The police arrived and arrested him.

Luke will never admit it, but he caught a lucky break: The police stopped him before he could have killed her and ended up with a murder charge.

Eventually, Luke caught several other breaks and was offered a negotiated plea: Guilty to burglary with domestic violence, guilty to strangulation and a “no contest” plea to coercion.

Luke had previous criminal convictions, including violent misconduct at Powell’s bookstore for which he was sentenced to anger awareness class. After attacking his ex-wife, Luke couldn’t get off with simply taking a refresher course in anger management. Under Oregon’s voter-approved Measure 11, he received a 30-month prison sentence.

Just how rough was life for Daniel R. Luke in Oregon’s prison system?

Harsh.

“It happens frequently … pears a long way from ripeness are served for several meals,” he wrote to Collette Peters, now chief of the state’s Department of Corrections.

Luke attributed the green, unripened pears to “incompetence or outright corruption.”

More inhumanity: “CD players will no longer be accepted for repair,” Luke complained in a letter posted on his blog, bunk34.wordpress.com (now inactive).

As a felon, Luke was not one to be pushed around:

“Lastly, Ms. Peters, please know that a copy of this letter has been sent to the Mercury, the Willamette Week, The Oregonian, The ACLU and my own personal attorney.”

Daniel Russell Luke is an Oregon classic.

In this state, we breed felons with a sense of entitlement. They know what excuses to invoke: Poverty, lousy schools, racism, classism, sexism, discrimination ad infinitum (new categories are constantly being discovered; gender confusion seems popular right now).

It’s not surprising Luke was outraged to find himself in prison. Even with the state’s supposedly tough Measure 11 requiring minimum-mandatory sentences for violent felonies, most criminals expect multiple second chances.

But now, back in the free world, it really had to hurt when Luke picked up the  alternative newspaper Willamette Week earlier this month and saw the cover story, “Spare the Jail, Spoil the Child?” 

It turns out that juvenile incarceration may be the best place for some juvenile offenders – especially those whose families either can’t help them or won’t help them (or, worse, drag them down).

This is not the kind of news that Oregon’s criminal class is used to hearing.
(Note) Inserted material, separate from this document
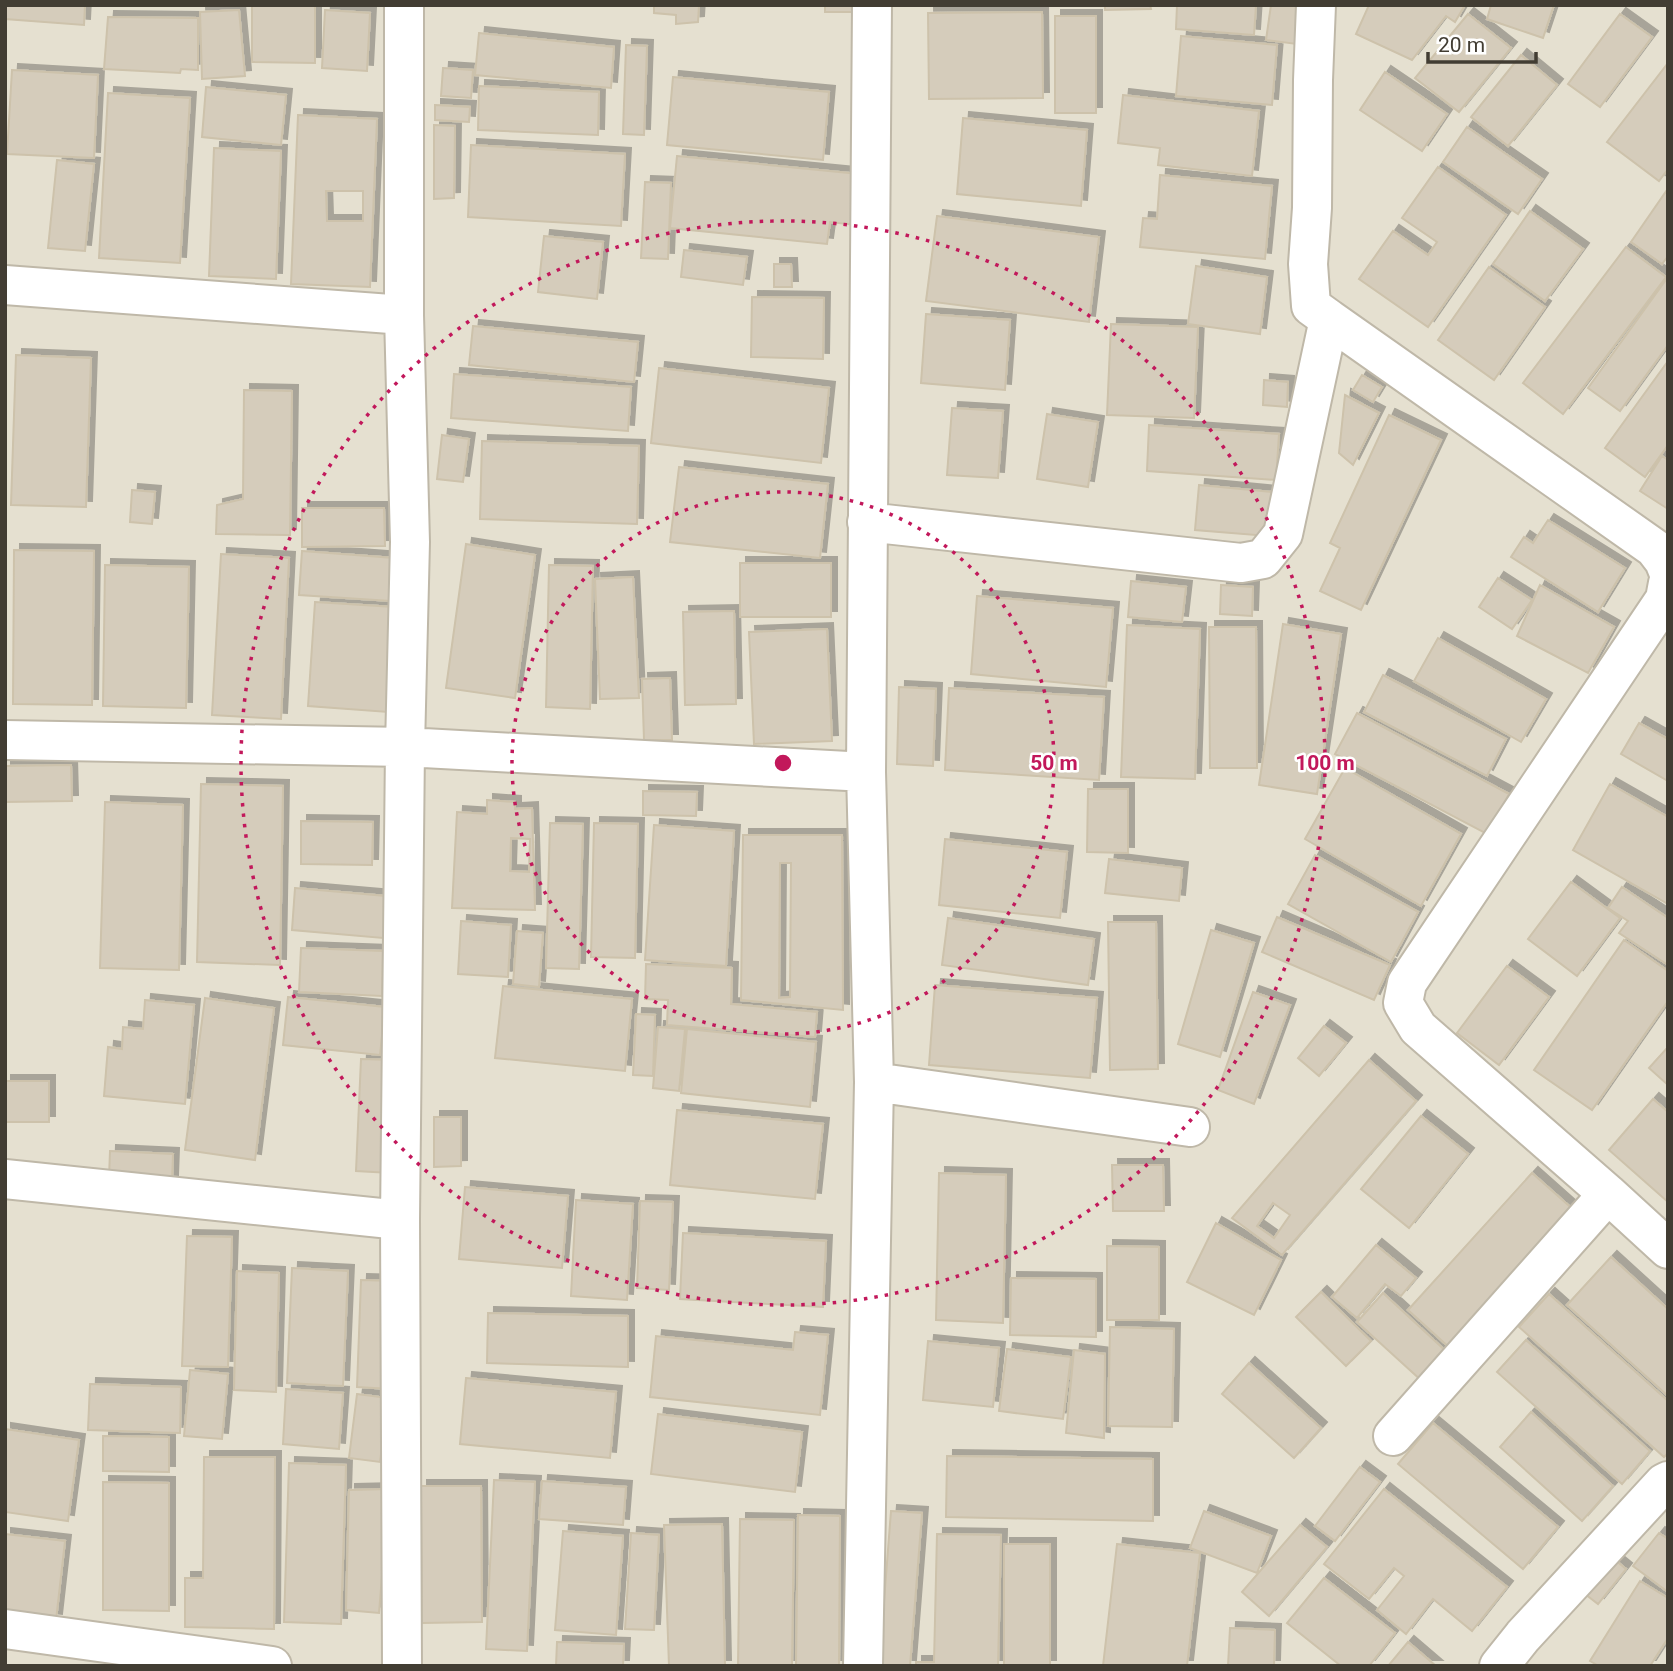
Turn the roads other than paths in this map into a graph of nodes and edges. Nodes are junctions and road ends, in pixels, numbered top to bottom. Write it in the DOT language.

They are used to being comforted with academic theories on why crime happens. They are accustomed to lining up for programs and services that are supposed to help them while they continue to enjoy personal freedom.

In Luke’s case, he responded with outrage.

“I’m going to dismantle this piece limb by limb. I don’t know about you, but I’d rather Oregon not be on the fast track to becoming the Mississippi of the West more than it already is,” he wrote on Willamette Week’s website.

It would never occur to Luke that he’s one of the reasons that Oregon could come to resemble a left-wing version of a Deep South state.

“Crime in just about all categories is at record lows. The only epidemic is the epidemic of ignorance and fear,” Luke wrote on Willamette Week’s website.

It would never occur to Luke that Measure 11 (and similar laws approved by voters in other states) is one of the reasons that many crime rates are lower. Not low – but lower.

We have settled into a new normal where armed robberies and assaults may merit nothing more than a few graphs in news coverage. In some cases, not even a few graphs.

Just as career felons understand that an occasional jail or prison sentence is the price of doing business, ordinary citizens have come to accept a certain amount of crime. We adjust. Walk through any middle-class neighborhood in Portland, and count the Brinks or ADT security signs poking out of people’s lawns. The message to burglars: Go some place else.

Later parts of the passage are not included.